PORTIERI: David BICIK, Marek STECH.
DIFENSORI: Mario HOLEK, Jakub BRABEC, Ondrei SVEJDIK, Radoslav KOVAC, Costa NHAMOINESU, Manuel PAMIC, Pavel KADERABECK.
CENTROCAMPISTI: Lucas VACHA, Kamil VACEK, Josef HUSBAUER, Lukas MARECEK, Marek MATEJOVSKY, Tiemoko KONATE‘, Ladislav KREICI, Michal BREZNANIK.
ATTACCANTI: Borek DOCKAL, Tomas PRIKRIL,David LAFATA, Martin NESPOR, Roman BEDNAR, Lukas JULIS, Patrik SCHICK.
Allenatore:  Viteslav LAVICKA.

 

COME GIOCA – Schieramento speculare a quello del Napoli. Reduce dal pareggio a reti bianche col Teplice Lavicka manterrà fede al suo credo calcistico e disegnerà ancora una volta un 4-2-3-1. Lafata sarà il  vertice alto supportato dalle due mezze punte Kreici e Dockal, a cui sarà assegnato il compito di creare scompiglio nella difesa partenopea. A giostrare il centrocampo granata penserà Josef Husbauer, regista, ma anche fantasista e all’occorrenza trequartista, dal tocco vellutato e dalle geometrie euclidee.

 

Sparta Praga (4-2-3-1): Bicik; Kaderabek, Kovac, Brabec, Costa; Matejovsky, Husbauer; Dockal, Vacha, Krejci; Lafata.
A disp: Stech, Bednar, Breznanik,Konatè, Schik, Svejdik, Vacek

 

L’UOMO CHIAVE –  I pericoli maggiori per il Napoli potrebbero arrivare dalle fasce dove agiscono Krejci e Dockal. Il primo è senza dubbio l’uomo a cui prestare maggiore attezione.

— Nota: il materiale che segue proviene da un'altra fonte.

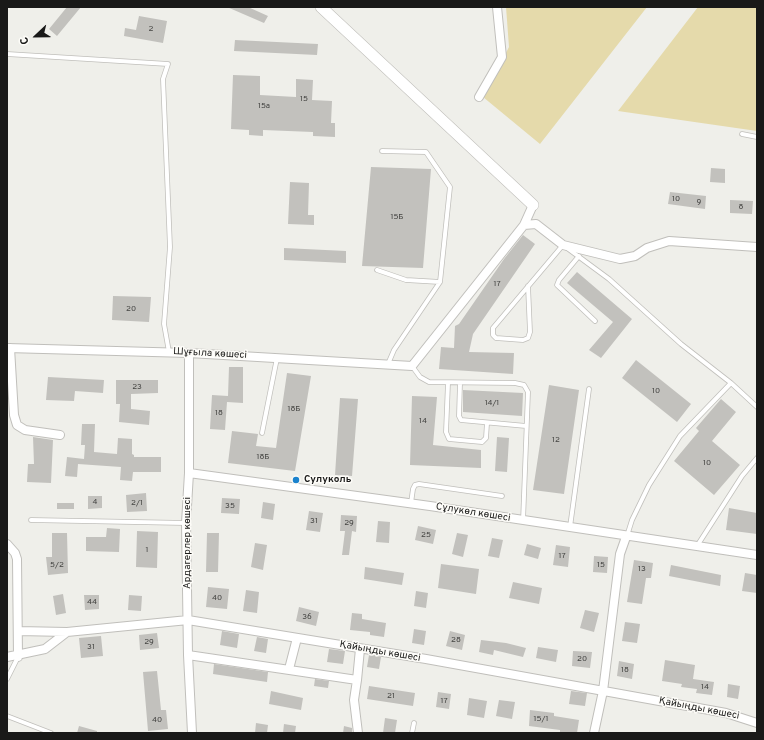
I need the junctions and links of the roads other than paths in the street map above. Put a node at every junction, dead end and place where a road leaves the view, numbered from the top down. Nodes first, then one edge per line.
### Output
1 (321, 7) edge
2 (497, 7) edge
3 (7, 54) edge
4 (479, 97) dead end
5 (742, 134) dead end
6 (757, 137) edge
7 (382, 151) dead end
8 (534, 205) joint
9 (524, 225) junction
10 (563, 245) junction
11 (757, 247) edge
12 (579, 256) junction
13 (377, 270) dead end
14 (440, 282) junction
15 (528, 286) junction
16 (595, 321) dead end
17 (8, 348) edge
18 (169, 352) junction
19 (189, 353) junction
20 (277, 358) junction
21 (388, 364) junction
22 (412, 366) junction
23 (448, 383) junction
24 (460, 383) junction
25 (731, 383) junction
26 (589, 389) dead end
27 (757, 407) edge
28 (487, 423) junction
29 (526, 426) junction
30 (262, 433) dead end
31 (60, 435) dead end
32 (757, 458) edge
33 (189, 473) junction
34 (502, 496) dead end
35 (411, 503) junction
36 (31, 520) dead end
37 (523, 521) junction
38 (186, 523) junction
39 (570, 527) junction
40 (626, 536) junction
41 (7, 544) edge
42 (697, 546) junction
43 (757, 555) edge
44 (188, 620) junction
45 (18, 631) junction
46 (67, 632) junction
47 (297, 638) junction
48 (360, 648) junction
49 (188, 655) junction
50 (18, 656) junction
51 (7, 657) edge
52 (290, 669) junction
53 (7, 679) edge
54 (357, 680) junction
55 (603, 691) junction
56 (7, 716) edge
57 (757, 722) edge
58 (414, 723) dead end
59 (51, 733) edge
60 (192, 733) edge
61 (358, 733) edge
62 (412, 733) edge
63 (594, 733) edge

1 - 8 street
2 - 4 street
3 - 18 lane
5 - 6 lane
7 - 14 lane
8 - 9 street
9 - 10 street
9 - 22 street
10 - 11 street
10 - 12 lane
10 - 15 lane
12 - 16 lane
12 - 25 lane
13 - 14 lane
14 - 21 lane
15 - 15 lane
17 - 18 street, Шұғыла көшесі
17 - 31 street
18 - 19 street, Шұғыла көшесі
19 - 20 street, Шұғыла көшесі
19 - 33 street, Ардагерлер көшесі
20 - 21 street, Шұғыла көшесі
20 - 30 lane
21 - 22 street, Шұғыла көшесі
22 - 23 lane
23 - 24 lane
23 - 28 lane
24 - 28 lane
24 - 29 lane
25 - 27 lane
25 - 40 lane
26 - 39 lane
28 - 29 lane
29 - 37 lane
32 - 42 lane
33 - 35 street, Сұлукөл көшесі
33 - 38 street, Ардагерлер көшесі
34 - 35 lane
35 - 37 street, Сұлукөл көшесі
36 - 38 lane
37 - 39 street, Сұлукөл көшесі
38 - 44 street, Ардагерлер көшесі
39 - 40 street, Сұлукөл көшесі
40 - 42 street, Сұлукөл көшесі
40 - 55 street
41 - 45 street
42 - 43 street, Сұлукөл көшесі
44 - 46 street, Қайыңды көшесі
44 - 47 street, Қайыңды көшесі
44 - 49 street, Ардагерлер көшесі
45 - 46 street, Қайыңды көшесі
45 - 50 street
46 - 50 street
47 - 48 street, Қайыңды көшесі
47 - 52 street
48 - 54 street
48 - 55 street, Қайыңды көшесі
49 - 52 street
49 - 60 street, Ардагерлер көшесі
50 - 51 street
50 - 53 lane
52 - 54 street
54 - 61 street
55 - 57 street, Қайыңды көшесі
55 - 63 street
56 - 59 lane
58 - 62 lane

Classe ’92, abbina una buona velocità ad un’ottima tecnica di base anche se il suo cavallo di battaglia è l’inserimento mortifero alle spalle della difesa avversaria. Da non sottovalutare poi la vena realizzativa dello scafato bomber trentaduenne David Lafata. Rapace e famelico l’attaccante della selezione ceca è una minaccia da non sottodimensionare quando staziona nei pressi dell’area di rigore.